Several years ago, a new American president charmed the crowds in Cairo with his eloquence, his seeming earnestness, and most importantly, his person.
This president was the first such U.S. chief executive with caramel brown skin, and his name, Barack Hussein Obama, reflected, at least in part, an Islamic and African ancestry that sent ripples of delight throughout the North African audience.
Several years later, American embassies in several Arab countries are attacked, and most potently, a consular office in Benghazi, Libya — where a young U.S. ambassador is credentialed to the new, post-Gadhafi government — is struck by RPG fire — and burned to the ground, killing at least 4 Americans, including the country’s U.S. ambassador.

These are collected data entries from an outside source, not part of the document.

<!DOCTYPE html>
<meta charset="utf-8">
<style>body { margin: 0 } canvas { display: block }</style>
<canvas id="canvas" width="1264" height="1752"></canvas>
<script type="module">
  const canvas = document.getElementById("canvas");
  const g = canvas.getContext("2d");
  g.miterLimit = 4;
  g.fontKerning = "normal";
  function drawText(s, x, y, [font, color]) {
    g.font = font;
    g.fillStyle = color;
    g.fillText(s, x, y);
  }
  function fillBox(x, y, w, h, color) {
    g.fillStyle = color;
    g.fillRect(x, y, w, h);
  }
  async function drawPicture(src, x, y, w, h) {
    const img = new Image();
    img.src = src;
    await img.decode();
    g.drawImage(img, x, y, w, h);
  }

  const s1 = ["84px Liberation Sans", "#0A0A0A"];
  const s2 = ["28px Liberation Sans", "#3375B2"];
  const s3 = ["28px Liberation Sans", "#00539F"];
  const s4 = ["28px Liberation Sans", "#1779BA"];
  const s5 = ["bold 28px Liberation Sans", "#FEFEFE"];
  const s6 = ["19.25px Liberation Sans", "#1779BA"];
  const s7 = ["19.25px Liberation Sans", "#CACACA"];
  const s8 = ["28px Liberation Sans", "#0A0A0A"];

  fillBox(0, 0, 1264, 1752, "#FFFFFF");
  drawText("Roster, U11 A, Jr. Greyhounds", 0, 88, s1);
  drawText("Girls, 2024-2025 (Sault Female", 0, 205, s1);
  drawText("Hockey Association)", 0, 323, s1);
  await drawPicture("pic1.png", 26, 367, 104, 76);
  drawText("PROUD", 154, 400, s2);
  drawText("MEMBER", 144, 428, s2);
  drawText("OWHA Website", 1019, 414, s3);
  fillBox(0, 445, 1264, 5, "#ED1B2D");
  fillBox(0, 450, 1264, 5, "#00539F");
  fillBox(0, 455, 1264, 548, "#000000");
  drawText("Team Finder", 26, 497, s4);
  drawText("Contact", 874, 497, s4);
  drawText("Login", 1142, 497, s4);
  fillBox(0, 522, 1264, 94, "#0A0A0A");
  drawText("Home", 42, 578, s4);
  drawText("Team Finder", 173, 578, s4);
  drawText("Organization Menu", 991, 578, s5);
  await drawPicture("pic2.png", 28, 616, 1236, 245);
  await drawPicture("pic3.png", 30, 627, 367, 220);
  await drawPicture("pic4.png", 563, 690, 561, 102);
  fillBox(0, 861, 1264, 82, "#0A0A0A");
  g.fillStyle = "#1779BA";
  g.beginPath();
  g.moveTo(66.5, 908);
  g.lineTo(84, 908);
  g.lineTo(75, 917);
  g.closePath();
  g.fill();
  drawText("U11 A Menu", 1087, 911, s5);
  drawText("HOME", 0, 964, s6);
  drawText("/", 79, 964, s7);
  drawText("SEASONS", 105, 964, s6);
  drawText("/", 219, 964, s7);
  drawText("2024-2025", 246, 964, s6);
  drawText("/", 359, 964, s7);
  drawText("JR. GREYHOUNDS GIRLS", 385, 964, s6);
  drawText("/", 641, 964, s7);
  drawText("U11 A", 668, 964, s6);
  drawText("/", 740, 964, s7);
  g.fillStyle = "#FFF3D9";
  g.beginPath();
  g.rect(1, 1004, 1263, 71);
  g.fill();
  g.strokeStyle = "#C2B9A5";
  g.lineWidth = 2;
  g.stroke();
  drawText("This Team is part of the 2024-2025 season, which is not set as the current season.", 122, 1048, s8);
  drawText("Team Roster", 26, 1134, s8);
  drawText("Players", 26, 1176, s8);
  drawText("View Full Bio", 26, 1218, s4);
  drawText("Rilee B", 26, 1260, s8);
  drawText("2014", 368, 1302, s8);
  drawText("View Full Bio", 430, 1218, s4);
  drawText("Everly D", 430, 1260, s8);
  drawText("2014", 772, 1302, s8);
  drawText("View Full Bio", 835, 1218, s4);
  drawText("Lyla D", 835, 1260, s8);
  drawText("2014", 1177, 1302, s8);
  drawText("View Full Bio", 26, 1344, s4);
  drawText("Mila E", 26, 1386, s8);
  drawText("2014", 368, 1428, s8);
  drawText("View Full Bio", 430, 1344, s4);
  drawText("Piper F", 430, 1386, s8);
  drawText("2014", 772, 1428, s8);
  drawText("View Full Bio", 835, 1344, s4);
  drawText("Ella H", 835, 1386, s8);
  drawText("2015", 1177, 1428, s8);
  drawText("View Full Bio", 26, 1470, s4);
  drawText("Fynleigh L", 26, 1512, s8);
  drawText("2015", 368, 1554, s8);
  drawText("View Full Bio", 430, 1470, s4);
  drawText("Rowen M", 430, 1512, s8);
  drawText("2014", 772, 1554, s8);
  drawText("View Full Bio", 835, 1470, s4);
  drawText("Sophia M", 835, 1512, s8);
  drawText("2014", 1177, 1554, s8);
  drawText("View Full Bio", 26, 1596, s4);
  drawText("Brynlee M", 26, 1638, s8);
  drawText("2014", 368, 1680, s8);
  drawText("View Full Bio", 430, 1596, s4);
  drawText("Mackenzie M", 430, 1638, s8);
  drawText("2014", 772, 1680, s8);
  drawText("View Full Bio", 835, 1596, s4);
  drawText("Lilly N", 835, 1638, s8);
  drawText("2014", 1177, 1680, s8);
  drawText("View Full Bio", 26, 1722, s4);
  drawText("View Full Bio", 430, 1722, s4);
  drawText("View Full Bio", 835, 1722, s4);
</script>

Reporters assign blame to an insulting and inflammatory anti-Islamic film that maligned the Prophet Muhammad.
But, that said, friends don’t burn or bomb friends.
Despite all the promise of Obama’s Cairo speech, his drone wars against alleged Islamic extremists, not to mention his continuing acquiescence to Israeli extremism and anti-Palestinian attacks, have burned bridges in the Arab and Muslim consciousness that finally explodes in real burning and real bombs.
Nor should it be overlooked that these attacks occurred on 9/11.
In Cairo, that vast, cosmopolitan and ancient city, where once the Obama name stirred hums of hope, now the embassy is raided and the U.S. flag shredded.
And, as ever in life, there is irony, for the American Embassy in Libya was undoubtedly the source of the arming of the anti-Gadhafi resistance — and perhaps the source of the attack on the U.S. Consulate in Benghazi, burning it to the ground.
In other words, the chickens have come home to roost. It seems the Arab Spring is over.